# How do you solve sec^2x-2tan^2x=0?

Oct 25, 2016

$x = \frac{\pi}{4} + \frac{k \pi}{2} , k \in \mathbb{Z}$

#### Explanation:

Here, we can use the Pythagorean Identity, which states that $1 + {\tan}^{2} x = {\sec}^{2} x$.

We can substitute this into the original equation to write it just in terms of tangent, instead of with both tangent and secant.

$\left({\sec}^{2} x\right) - 2 {\tan}^{2} x = 0 \text{ "=>" } \left(1 + {\tan}^{2} x\right) - 2 {\tan}^{2} x = 0$

Simplifying this by combining the ${\tan}^{2} x$ terms gives:

$1 - {\tan}^{2} x = 0$

Thus:

${\tan}^{2} x = 1$

Taking the square root, and remembering both the positive and negative roots:

$\tan x = \pm 1$

Notice that $\tan x = 1$ at $x = \frac{\pi}{4}$ and $x = \frac{5 \pi}{4}$, and all angles with a reference angle of $\frac{\pi}{4}$ in quadrants $\text{I}$ and $\text{III}$.

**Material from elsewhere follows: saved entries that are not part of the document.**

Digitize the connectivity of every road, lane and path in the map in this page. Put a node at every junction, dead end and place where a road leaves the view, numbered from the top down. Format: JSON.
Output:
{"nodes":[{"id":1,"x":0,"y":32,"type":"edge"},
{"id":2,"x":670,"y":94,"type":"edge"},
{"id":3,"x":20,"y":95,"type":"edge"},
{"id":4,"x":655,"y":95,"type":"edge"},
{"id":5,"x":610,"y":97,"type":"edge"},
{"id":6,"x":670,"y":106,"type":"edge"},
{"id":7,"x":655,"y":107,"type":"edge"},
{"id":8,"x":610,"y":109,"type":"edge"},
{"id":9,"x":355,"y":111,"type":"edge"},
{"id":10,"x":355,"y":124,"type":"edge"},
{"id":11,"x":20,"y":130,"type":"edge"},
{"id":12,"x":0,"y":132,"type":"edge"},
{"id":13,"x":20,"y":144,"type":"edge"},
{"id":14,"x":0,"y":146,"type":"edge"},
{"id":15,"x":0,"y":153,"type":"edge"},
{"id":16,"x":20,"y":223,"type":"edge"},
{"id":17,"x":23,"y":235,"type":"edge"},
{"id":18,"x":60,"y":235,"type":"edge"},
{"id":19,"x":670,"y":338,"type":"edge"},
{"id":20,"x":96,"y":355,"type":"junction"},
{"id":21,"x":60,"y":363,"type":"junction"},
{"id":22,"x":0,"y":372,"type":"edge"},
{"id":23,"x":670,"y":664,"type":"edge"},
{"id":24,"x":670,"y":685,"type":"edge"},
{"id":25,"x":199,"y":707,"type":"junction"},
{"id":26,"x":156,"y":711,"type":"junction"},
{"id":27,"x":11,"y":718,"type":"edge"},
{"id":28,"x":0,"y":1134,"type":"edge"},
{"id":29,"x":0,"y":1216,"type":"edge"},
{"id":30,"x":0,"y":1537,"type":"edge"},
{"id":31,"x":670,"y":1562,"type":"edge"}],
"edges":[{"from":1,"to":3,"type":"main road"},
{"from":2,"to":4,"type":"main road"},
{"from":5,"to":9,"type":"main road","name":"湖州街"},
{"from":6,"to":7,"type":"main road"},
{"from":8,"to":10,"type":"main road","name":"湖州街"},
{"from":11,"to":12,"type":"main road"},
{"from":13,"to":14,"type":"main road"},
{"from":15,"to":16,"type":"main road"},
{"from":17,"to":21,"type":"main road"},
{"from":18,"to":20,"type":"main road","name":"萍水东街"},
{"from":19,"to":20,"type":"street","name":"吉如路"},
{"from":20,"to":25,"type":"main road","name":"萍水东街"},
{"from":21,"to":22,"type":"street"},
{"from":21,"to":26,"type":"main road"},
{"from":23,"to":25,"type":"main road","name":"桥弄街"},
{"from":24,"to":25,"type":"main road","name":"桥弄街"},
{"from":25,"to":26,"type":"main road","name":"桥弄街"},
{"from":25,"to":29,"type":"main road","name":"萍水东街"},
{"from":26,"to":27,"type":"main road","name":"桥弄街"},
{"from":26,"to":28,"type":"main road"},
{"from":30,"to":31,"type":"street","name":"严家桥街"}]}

Similarly, $\tan x = - 1$ at $x = \frac{3 \pi}{4}$ and $\frac{7 \pi}{4}$ and all other angles with a reference angle of $\frac{\pi}{4}$ in quadrants $\text{II}$ and $\text{IV}$.

Combining all these answers, and remembering that they go on forever, we see that $x = \frac{\pi}{4} , \frac{3 \pi}{4} , \frac{5 \pi}{4} , \frac{7 \pi}{4} , \frac{9 \pi}{4}$, with $x = \frac{9 \pi}{4}$ being exactly one $2 \pi$ revolution away from $\frac{\pi}{4}$.

But, the solutions don't stop, and we can generalize them by making a rule. Note that every solution for $x$ is $\frac{2 \pi}{4} = \frac{\pi}{2}$ away from the next solution. So, we can think about starting at $x = \frac{\pi}{4}$ then adding some whole number amount of $\frac{\pi}{2}$ values to the starting value.

This is expressed as

$x = \frac{\pi}{4} + \frac{k \pi}{2} , k \in \mathbb{Z}$

Note that $k \in \mathbb{Z}$ just means that $k$ is an integer, which includes numbers like $1 , - 5 , 7 ,$ and $- 68$.